Une Marocaine obtient gain de cause face à la préfecture pour son titre de séjour
Une Marocaine obtient gain de cause contre une préfecture française
La justice reconnaît ses droits en tant que mère d’enfants français, imposant un sanctionnement à l’administration.
Née en 1999 à Oued Zem, cette Marocaine a connu des rebondissements administratifs notables après avoir épousé un ressortissant français en décembre 2021. Ensemble, ils ont deux enfants nés en France, à Grenoble, en 2023 et 2025. Malgré sa situation de famille, la jeune femme a fait face à des complications pour le renouvellement de son titre de séjour, ce qui a conduit à une décision judiciaire.
Des démarches administratives compliquées
La Marocaine a demandé le renouvellement de son titre de séjour le 6 juin 2024. Initialement, elle a reçu plusieurs attestations de prolongation, la dernière valable jusqu’au 17 décembre 2025. Pourtant, sa demande s’est conclue le 29 octobre 2025, plongeant son dossier dans une confusion administrative.
Devant l’expiration de son titre, elle a tenté de suivre le processus en ligne proposé par l’ANEF. Malheureusement, ce dernier lui a indiqué que la procédure était impossible, l’obligeant à se rendre directement en préfecture pour résoudre son problème.

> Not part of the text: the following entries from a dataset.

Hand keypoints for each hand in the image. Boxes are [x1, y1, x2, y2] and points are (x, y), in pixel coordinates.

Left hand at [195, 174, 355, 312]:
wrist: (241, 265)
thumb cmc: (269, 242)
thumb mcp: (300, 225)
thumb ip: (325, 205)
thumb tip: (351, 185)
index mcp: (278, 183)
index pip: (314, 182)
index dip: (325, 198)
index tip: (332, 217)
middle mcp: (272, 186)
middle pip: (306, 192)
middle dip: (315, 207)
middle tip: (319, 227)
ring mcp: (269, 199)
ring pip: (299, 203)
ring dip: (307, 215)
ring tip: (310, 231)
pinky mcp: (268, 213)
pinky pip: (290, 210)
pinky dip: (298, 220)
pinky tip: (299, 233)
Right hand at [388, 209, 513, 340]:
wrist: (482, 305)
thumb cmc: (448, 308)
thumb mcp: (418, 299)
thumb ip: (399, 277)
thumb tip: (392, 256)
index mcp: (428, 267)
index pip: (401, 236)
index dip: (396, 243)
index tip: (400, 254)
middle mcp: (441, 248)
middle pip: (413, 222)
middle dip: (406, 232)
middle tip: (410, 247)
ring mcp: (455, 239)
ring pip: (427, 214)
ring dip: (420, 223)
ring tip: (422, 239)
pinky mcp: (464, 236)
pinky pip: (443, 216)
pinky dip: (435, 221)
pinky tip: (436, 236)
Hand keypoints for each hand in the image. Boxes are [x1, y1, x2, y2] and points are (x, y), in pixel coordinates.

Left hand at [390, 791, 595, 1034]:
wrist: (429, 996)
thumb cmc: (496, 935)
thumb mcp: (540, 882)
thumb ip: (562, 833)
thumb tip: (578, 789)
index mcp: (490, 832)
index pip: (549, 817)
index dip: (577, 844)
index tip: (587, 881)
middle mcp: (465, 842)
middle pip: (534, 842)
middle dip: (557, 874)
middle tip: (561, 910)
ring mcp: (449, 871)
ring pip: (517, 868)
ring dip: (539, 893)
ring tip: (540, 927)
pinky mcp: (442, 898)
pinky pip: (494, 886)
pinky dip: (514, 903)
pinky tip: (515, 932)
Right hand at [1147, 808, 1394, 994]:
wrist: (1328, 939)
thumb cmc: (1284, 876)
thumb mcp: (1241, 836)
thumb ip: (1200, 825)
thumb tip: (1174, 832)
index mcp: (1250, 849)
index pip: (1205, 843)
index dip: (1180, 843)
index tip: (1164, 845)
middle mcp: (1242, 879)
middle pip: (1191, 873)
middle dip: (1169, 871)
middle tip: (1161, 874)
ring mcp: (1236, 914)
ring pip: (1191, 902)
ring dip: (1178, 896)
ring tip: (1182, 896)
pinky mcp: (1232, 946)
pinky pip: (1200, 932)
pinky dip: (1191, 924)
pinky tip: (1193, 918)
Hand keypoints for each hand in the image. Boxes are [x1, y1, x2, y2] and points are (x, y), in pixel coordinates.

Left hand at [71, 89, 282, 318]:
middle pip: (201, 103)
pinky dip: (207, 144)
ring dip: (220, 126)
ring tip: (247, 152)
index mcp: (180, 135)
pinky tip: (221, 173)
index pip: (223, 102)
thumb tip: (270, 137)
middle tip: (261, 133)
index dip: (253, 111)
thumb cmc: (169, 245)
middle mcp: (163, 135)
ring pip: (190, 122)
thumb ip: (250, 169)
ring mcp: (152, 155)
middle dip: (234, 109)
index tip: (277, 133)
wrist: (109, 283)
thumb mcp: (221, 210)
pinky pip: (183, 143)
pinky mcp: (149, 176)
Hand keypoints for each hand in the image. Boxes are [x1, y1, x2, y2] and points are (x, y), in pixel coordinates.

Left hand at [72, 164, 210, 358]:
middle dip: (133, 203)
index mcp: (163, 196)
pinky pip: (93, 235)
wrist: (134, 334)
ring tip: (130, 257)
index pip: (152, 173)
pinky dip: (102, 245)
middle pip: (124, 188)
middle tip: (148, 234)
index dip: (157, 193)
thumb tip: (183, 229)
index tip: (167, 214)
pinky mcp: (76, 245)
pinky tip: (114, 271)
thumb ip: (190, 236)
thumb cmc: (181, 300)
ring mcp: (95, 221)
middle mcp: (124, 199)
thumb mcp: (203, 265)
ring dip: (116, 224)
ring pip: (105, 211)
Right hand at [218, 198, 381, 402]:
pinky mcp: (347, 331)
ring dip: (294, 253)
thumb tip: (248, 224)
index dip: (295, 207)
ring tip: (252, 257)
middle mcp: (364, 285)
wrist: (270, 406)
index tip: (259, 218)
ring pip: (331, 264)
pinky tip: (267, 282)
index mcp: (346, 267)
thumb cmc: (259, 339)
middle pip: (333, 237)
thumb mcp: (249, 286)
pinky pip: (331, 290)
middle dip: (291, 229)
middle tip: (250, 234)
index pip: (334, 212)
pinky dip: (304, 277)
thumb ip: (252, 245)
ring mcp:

Un refus sans explication claire
Le 28 avril 2026, lorsqu’elle se présente à la préfecture, son dossier est rejeté en raison d’informations jugées incomplètes. Les agents réclament un visa et un acte de mariage datant de moins de six mois. Cette demande est perçue comme incongrue, étant donné sa situation familiale.
Après avoir pris un nouveau rendez-vous pour le 10 juin, le même schéma se reproduit. Le 2 juillet, sa demande est classée sans suite, la préfecture arguant qu’elle devait passer par une procédure dématérialisée, contredisant ses précédentes instructions.
Intervention du tribunal administratif
Face à ces refus successifs, la jeune femme décide de saisir la justice. Dans une ordonnance rendue le 17 juillet 2026, le tribunal administratif de Grenoble souligne la nature inacceptable de la situation. En mettant en avant son statut de mère d’enfants français, le tribunal estime que la préfecture a implicitement refusé d’enregistrer sa demande.
Le juge note que même si la démarche était considérée comme une première demande à cause de l’expiration de son précédent titre, les exigences relatives aux documents ne s’appliquaient pas à son cas. Par conséquent, son dossier devait être jugé complet.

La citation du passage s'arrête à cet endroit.